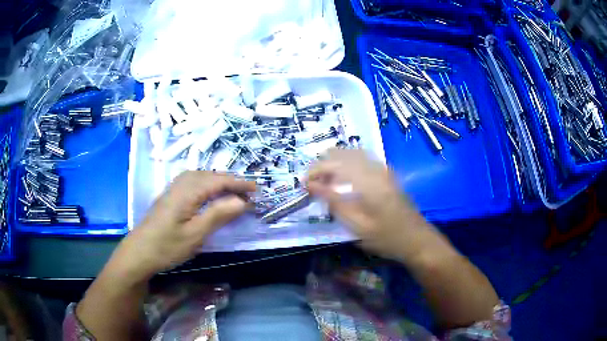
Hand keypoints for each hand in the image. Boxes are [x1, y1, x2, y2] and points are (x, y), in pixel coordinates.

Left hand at [112, 171, 255, 280]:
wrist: (139, 252)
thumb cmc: (167, 246)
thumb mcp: (195, 234)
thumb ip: (218, 215)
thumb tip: (242, 201)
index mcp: (188, 192)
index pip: (219, 181)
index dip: (239, 183)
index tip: (257, 189)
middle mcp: (180, 184)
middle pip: (210, 175)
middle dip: (231, 181)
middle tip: (248, 192)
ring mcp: (173, 189)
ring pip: (200, 177)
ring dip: (218, 181)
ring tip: (233, 191)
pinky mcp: (169, 196)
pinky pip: (192, 182)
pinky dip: (207, 184)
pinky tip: (208, 194)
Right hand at [307, 149, 433, 261]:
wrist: (417, 239)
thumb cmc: (386, 237)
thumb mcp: (357, 226)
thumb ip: (334, 202)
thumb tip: (311, 186)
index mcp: (367, 180)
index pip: (334, 164)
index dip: (315, 171)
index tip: (303, 184)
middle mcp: (375, 168)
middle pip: (343, 153)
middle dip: (323, 164)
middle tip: (312, 183)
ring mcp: (383, 169)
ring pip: (352, 154)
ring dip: (335, 163)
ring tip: (324, 180)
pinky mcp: (387, 173)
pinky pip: (362, 159)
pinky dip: (347, 164)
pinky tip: (343, 179)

* * * * * * *

■ **Directions**
Everything from the line with "index tip: (303, 184)" down to the final line above is to be retyped exactly. Leave the earlier lines out.

■ **Response area**
index tip: (303, 184)
middle mcp: (375, 168)
middle pip: (343, 153)
middle dip: (323, 164)
middle tip: (312, 183)
ring mcp: (383, 169)
ring pip: (352, 154)
ring dip: (335, 163)
ring tip: (324, 180)
pinky mcp: (387, 173)
pinky pip: (362, 159)
pinky dip: (347, 164)
pinky tip: (343, 179)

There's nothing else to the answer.